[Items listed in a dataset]
________________________
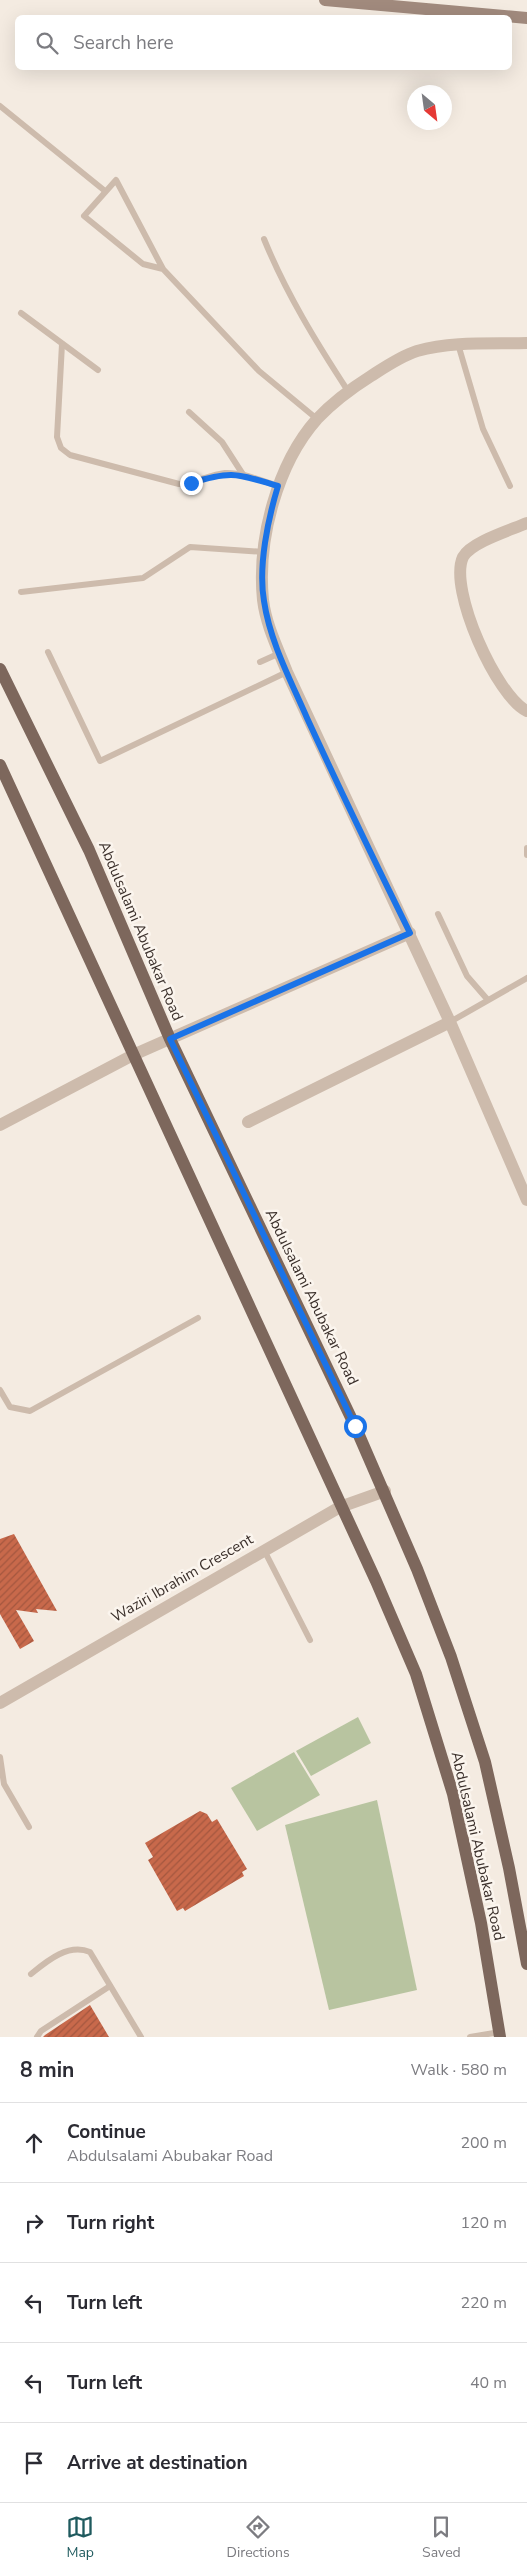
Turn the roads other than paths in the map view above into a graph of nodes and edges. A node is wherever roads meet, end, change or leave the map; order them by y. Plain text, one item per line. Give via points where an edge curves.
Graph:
1 (325, 0) edge
2 (493, 15) edge
3 (512, 17) edge
4 (527, 18) edge
5 (0, 106) edge
6 (105, 191) junction
7 (264, 239) dead end
8 (163, 269) junction
9 (21, 314) dead end
10 (527, 343) edge
11 (62, 344) junction
12 (458, 344) junction
13 (98, 370) dead end
14 (348, 391) junction
15 (189, 412) dead end
16 (317, 419) junction
17 (244, 476) junction
18 (278, 486) junction
19 (510, 486) dead end
20 (527, 523) edge
21 (264, 552) junction
22 (21, 592) dead end
23 (48, 652) dead end
24 (280, 653) junction
25 (260, 662) dead end
26 (0, 669) edge
27 (287, 672) junction
28 (527, 710) edge
29 (0, 765) edge
30 (527, 848) edge
31 (527, 855) edge
32 (438, 914) dead end
33 (410, 933) junction
34 (527, 978) edge
35 (487, 999) junction
36 (450, 1022) junction
37 (170, 1039) junction
38 (133, 1054) junction
39 (248, 1122) dead end
40 (0, 1125) edge
41 (527, 1200) edge
42 (198, 1318) dead end
43 (0, 1390) edge
44 (385, 1491) junction
45 (340, 1506) junction
46 (264, 1550) junction
47 (310, 1640) dead end
48 (0, 1703) edge
49 (0, 1757) edge
50 (29, 1827) dead end
51 (527, 1964) edge
52 (31, 1974) dead end
53 (110, 1986) junction
54 (500, 2035) edge
55 (36, 2037) edge
56 (141, 2037) edge
57 (470, 2037) edge

1 - 2 main road
3 - 4 main road
5 - 6 lane
6 - 8 lane via 116,180
6 - 8 lane via 84,216 143,264
7 - 14 lane via 305,324
8 - 16 lane via 259,371
9 - 11 lane
10 - 12 street
11 - 13 lane
11 - 17 lane via 57,437 61,448 70,455 179,484 223,473
12 - 14 street via 416,352 390,364
12 - 19 lane via 483,429
14 - 16 street
15 - 17 lane via 222,442
16 - 18 street
17 - 18 lane
18 - 21 street
20 - 28 street via 479,543 464,555 460,568 460,586 478,642 509,696
21 - 22 lane via 190,547 143,578
21 - 24 street via 263,599
23 - 27 lane via 100,761
24 - 25 lane
24 - 27 street
26 - 37 main road, Abdulsalami Abubakar Road via 89,850
27 - 33 street
29 - 38 main road, Abdulsalami Abubakar Road
30 - 31 lane
32 - 35 lane via 467,976
33 - 36 street
33 - 37 street
34 - 35 lane
35 - 36 lane
36 - 39 street
36 - 41 street
37 - 38 street
37 - 44 main road, Abdulsalami Abubakar Road
38 - 40 street
38 - 45 main road, Abdulsalami Abubakar Road
42 - 43 lane via 30,1411 10,1407
44 - 45 street, Waziri Ibrahim Crescent
44 - 51 main road, Abdulsalami Abubakar Road via 451,1657 484,1762
45 - 46 street, Waziri Ibrahim Crescent
45 - 54 main road, Abdulsalami Abubakar Road via 416,1674 441,1752 469,1868
46 - 47 lane
46 - 48 street, Waziri Ibrahim Crescent
49 - 50 lane via 4,1784
52 - 53 lane via 69,1950 81,1948 90,1952
53 - 55 lane
53 - 56 lane
54 - 57 lane

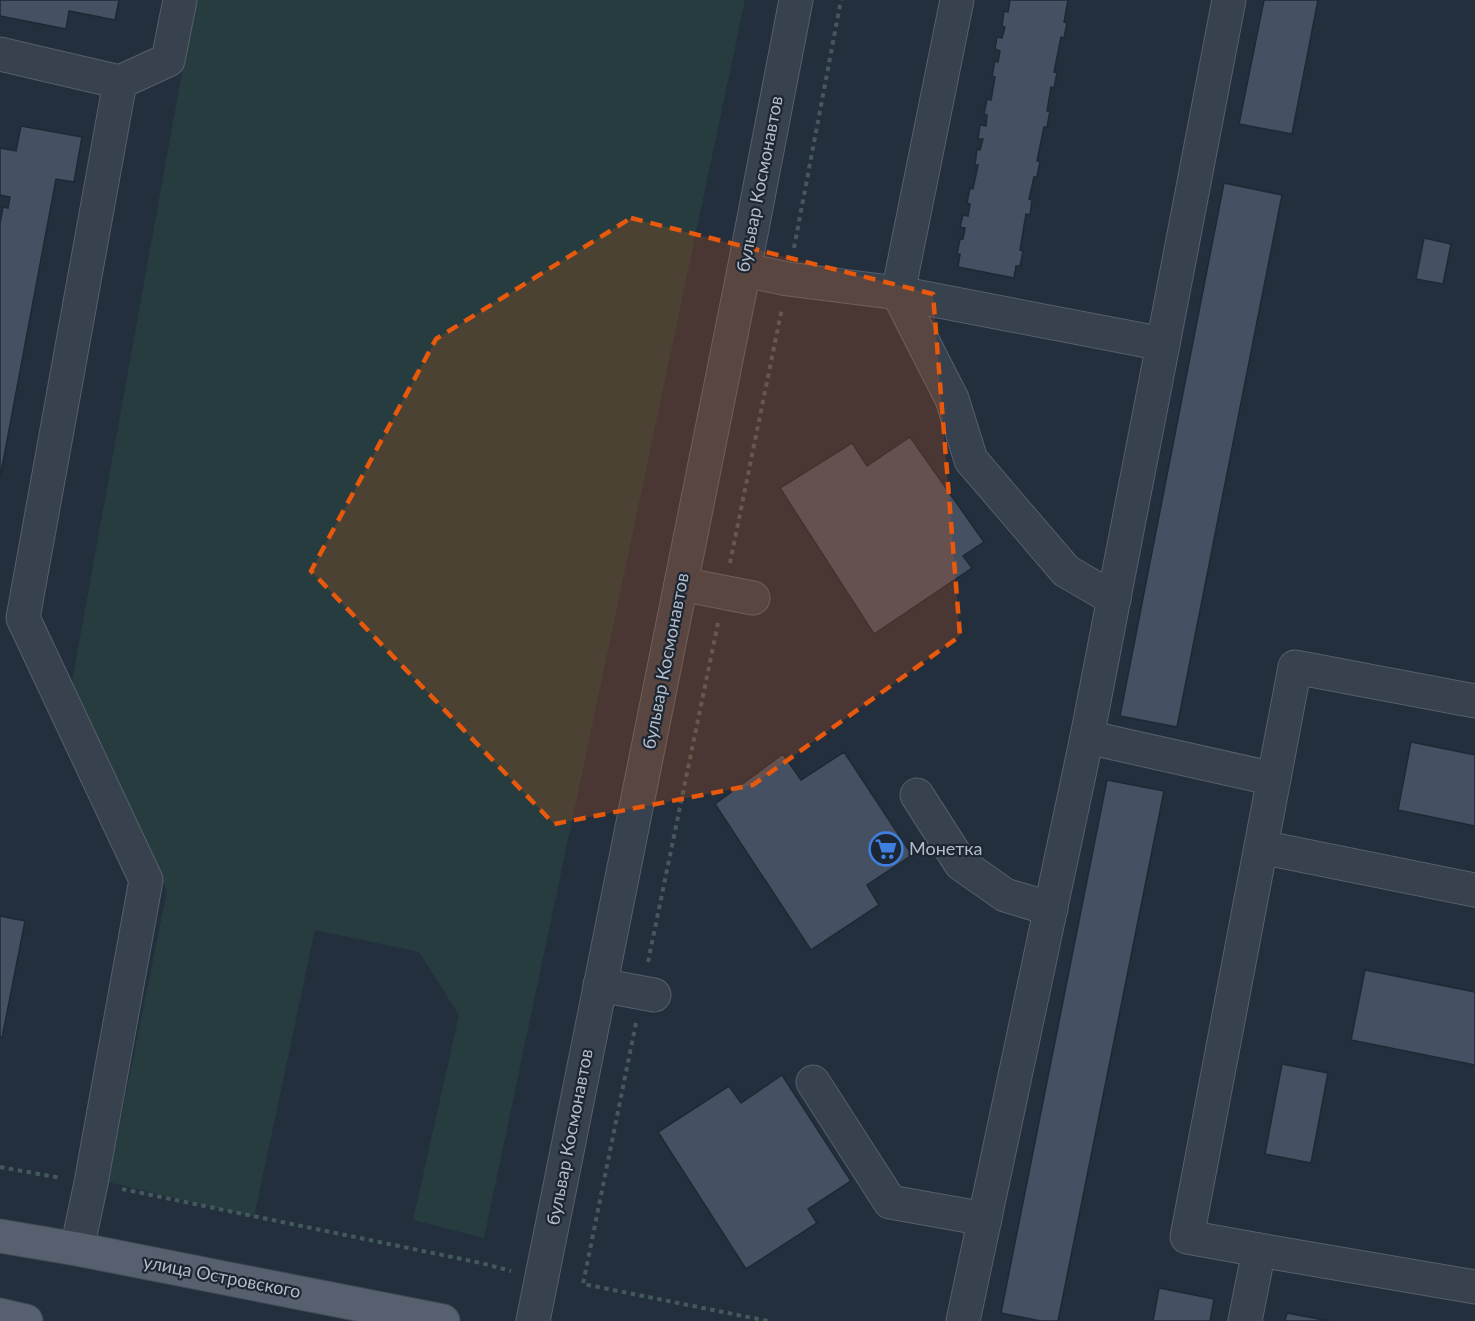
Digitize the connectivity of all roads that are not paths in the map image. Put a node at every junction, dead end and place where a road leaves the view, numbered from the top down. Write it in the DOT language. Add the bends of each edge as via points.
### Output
graph roads {
  1 [pos="180,0"];
  2 [pos="796,0"];
  3 [pos="957,0"];
  4 [pos="1229,0"];
  5 [pos="0,54"];
  6 [pos="120,82"];
  7 [pos="744,270"];
  8 [pos="898,293"];
  9 [pos="1163,344"];
  10 [pos="681,584"];
  11 [pos="739,596"];
  12 [pos="1114,599"];
  13 [pos="1475,701"];
  14 [pos="1088,737"];
  15 [pos="1274,779"];
  16 [pos="916,795"];
  17 [pos="1261,847"];
  18 [pos="1475,890"];
  19 [pos="1051,909"];
  20 [pos="600,985"];
  21 [pos="648,994"];
  22 [pos="813,1082"];
  23 [pos="985,1219"];
  24 [pos="0,1236"];
  25 [pos="77,1249"];
  26 [pos="1259,1250"];
  27 [pos="1475,1287"];
  28 [pos="0,1316"];
  29 [pos="26,1321"];
  30 [pos="443,1321"];
  31 [pos="533,1321"];
  32 [pos="963,1321"];
  33 [pos="1245,1321"];
  1 -- 6 [label="street" via="168,60"];
  2 -- 7 [label="street, бульвар Космонавтов"];
  3 -- 8 [label="street"];
  4 -- 9 [label="street"];
  5 -- 6 [label="street"];
  6 -- 25 [label="street" via="23,618 146,880"];
  7 -- 8 [label="street"];
  7 -- 10 [label="street, бульвар Космонавтов"];
  8 -- 9 [label="street"];
  8 -- 12 [label="street" via="952,399 971,460 1066,571"];
  9 -- 12 [label="street"];
  10 -- 11 [label="street"];
  10 -- 20 [label="street, бульвар Космонавтов"];
  12 -- 14 [label="street"];
  13 -- 15 [label="street" via="1295,667"];
  14 -- 15 [label="street"];
  14 -- 19 [label="street"];
  15 -- 17 [label="street"];
  16 -- 19 [label="street" via="961,864 1005,896"];
  17 -- 18 [label="street"];
  17 -- 26 [label="street" via="1187,1237"];
  19 -- 23 [label="street"];
  20 -- 21 [label="street"];
  20 -- 31 [label="street, бульвар Космонавтов"];
  22 -- 23 [label="street" via="891,1202"];
  23 -- 32 [label="street"];
  24 -- 25 [label="main road, улица Островского"];
  25 -- 30 [label="main road, улица Островского"];
  26 -- 27 [label="street"];
  26 -- 33 [label="street"];
  28 -- 29 [label="main road"];
}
________________________
ASSIGNED TASK:
Each record should be quoted exactly, with the images omitted.

REPLY:
Turn the roads other than paths in the map view above into a graph of nodes and edges. A node is wherever roads meet, end, change or leave the map; order them by y. Plain text, one item per line. Give via points where an edge curves.
Graph:
1 (325, 0) edge
2 (493, 15) edge
3 (512, 17) edge
4 (527, 18) edge
5 (0, 106) edge
6 (105, 191) junction
7 (264, 239) dead end
8 (163, 269) junction
9 (21, 314) dead end
10 (527, 343) edge
11 (62, 344) junction
12 (458, 344) junction
13 (98, 370) dead end
14 (348, 391) junction
15 (189, 412) dead end
16 (317, 419) junction
17 (244, 476) junction
18 (278, 486) junction
19 (510, 486) dead end
20 (527, 523) edge
21 (264, 552) junction
22 (21, 592) dead end
23 (48, 652) dead end
24 (280, 653) junction
25 (260, 662) dead end
26 (0, 669) edge
27 (287, 672) junction
28 (527, 710) edge
29 (0, 765) edge
30 (527, 848) edge
31 (527, 855) edge
32 (438, 914) dead end
33 (410, 933) junction
34 (527, 978) edge
35 (487, 999) junction
36 (450, 1022) junction
37 (170, 1039) junction
38 (133, 1054) junction
39 (248, 1122) dead end
40 (0, 1125) edge
41 (527, 1200) edge
42 (198, 1318) dead end
43 (0, 1390) edge
44 (385, 1491) junction
45 (340, 1506) junction
46 (264, 1550) junction
47 (310, 1640) dead end
48 (0, 1703) edge
49 (0, 1757) edge
50 (29, 1827) dead end
51 (527, 1964) edge
52 (31, 1974) dead end
53 (110, 1986) junction
54 (500, 2035) edge
55 (36, 2037) edge
56 (141, 2037) edge
57 (470, 2037) edge

1 - 2 main road
3 - 4 main road
5 - 6 lane
6 - 8 lane via 116,180
6 - 8 lane via 84,216 143,264
7 - 14 lane via 305,324
8 - 16 lane via 259,371
9 - 11 lane
10 - 12 street
11 - 13 lane
11 - 17 lane via 57,437 61,448 70,455 179,484 223,473
12 - 14 street via 416,352 390,364
12 - 19 lane via 483,429
14 - 16 street
15 - 17 lane via 222,442
16 - 18 street
17 - 18 lane
18 - 21 street
20 - 28 street via 479,543 464,555 460,568 460,586 478,642 509,696
21 - 22 lane via 190,547 143,578
21 - 24 street via 263,599
23 - 27 lane via 100,761
24 - 25 lane
24 - 27 street
26 - 37 main road, Abdulsalami Abubakar Road via 89,850
27 - 33 street
29 - 38 main road, Abdulsalami Abubakar Road
30 - 31 lane
32 - 35 lane via 467,976
33 - 36 street
33 - 37 street
34 - 35 lane
35 - 36 lane
36 - 39 street
36 - 41 street
37 - 38 street
37 - 44 main road, Abdulsalami Abubakar Road
38 - 40 street
38 - 45 main road, Abdulsalami Abubakar Road
42 - 43 lane via 30,1411 10,1407
44 - 45 street, Waziri Ibrahim Crescent
44 - 51 main road, Abdulsalami Abubakar Road via 451,1657 484,1762
45 - 46 street, Waziri Ibrahim Crescent
45 - 54 main road, Abdulsalami Abubakar Road via 416,1674 441,1752 469,1868
46 - 47 lane
46 - 48 street, Waziri Ibrahim Crescent
49 - 50 lane via 4,1784
52 - 53 lane via 69,1950 81,1948 90,1952
53 - 55 lane
53 - 56 lane
54 - 57 lane

Digitize the connectivity of all roads that are not paths in the map image. Put a node at every junction, dead end and place where a road leaves the view, numbered from the top down. Write it in the DOT language. Add the bends of each edge as via points.
### Output
graph roads {
  1 [pos="180,0"];
  2 [pos="796,0"];
  3 [pos="957,0"];
  4 [pos="1229,0"];
  5 [pos="0,54"];
  6 [pos="120,82"];
  7 [pos="744,270"];
  8 [pos="898,293"];
  9 [pos="1163,344"];
  10 [pos="681,584"];
  11 [pos="739,596"];
  12 [pos="1114,599"];
  13 [pos="1475,701"];
  14 [pos="1088,737"];
  15 [pos="1274,779"];
  16 [pos="916,795"];
  17 [pos="1261,847"];
  18 [pos="1475,890"];
  19 [pos="1051,909"];
  20 [pos="600,985"];
  21 [pos="648,994"];
  22 [pos="813,1082"];
  23 [pos="985,1219"];
  24 [pos="0,1236"];
  25 [pos="77,1249"];
  26 [pos="1259,1250"];
  27 [pos="1475,1287"];
  28 [pos="0,1316"];
  29 [pos="26,1321"];
  30 [pos="443,1321"];
  31 [pos="533,1321"];
  32 [pos="963,1321"];
  33 [pos="1245,1321"];
  1 -- 6 [label="street" via="168,60"];
  2 -- 7 [label="street, бульвар Космонавтов"];
  3 -- 8 [label="street"];
  4 -- 9 [label="street"];
  5 -- 6 [label="street"];
  6 -- 25 [label="street" via="23,618 146,880"];
  7 -- 8 [label="street"];
  7 -- 10 [label="street, бульвар Космонавтов"];
  8 -- 9 [label="street"];
  8 -- 12 [label="street" via="952,399 971,460 1066,571"];
  9 -- 12 [label="street"];
  10 -- 11 [label="street"];
  10 -- 20 [label="street, бульвар Космонавтов"];
  12 -- 14 [label="street"];
  13 -- 15 [label="street" via="1295,667"];
  14 -- 15 [label="street"];
  14 -- 19 [label="street"];
  15 -- 17 [label="street"];
  16 -- 19 [label="street" via="961,864 1005,896"];
  17 -- 18 [label="street"];
  17 -- 26 [label="street" via="1187,1237"];
  19 -- 23 [label="street"];
  20 -- 21 [label="street"];
  20 -- 31 [label="street, бульвар Космонавтов"];
  22 -- 23 [label="street" via="891,1202"];
  23 -- 32 [label="street"];
  24 -- 25 [label="main road, улица Островского"];
  25 -- 30 [label="main road, улица Островского"];
  26 -- 27 [label="street"];
  26 -- 33 [label="street"];
  28 -- 29 [label="main road"];
}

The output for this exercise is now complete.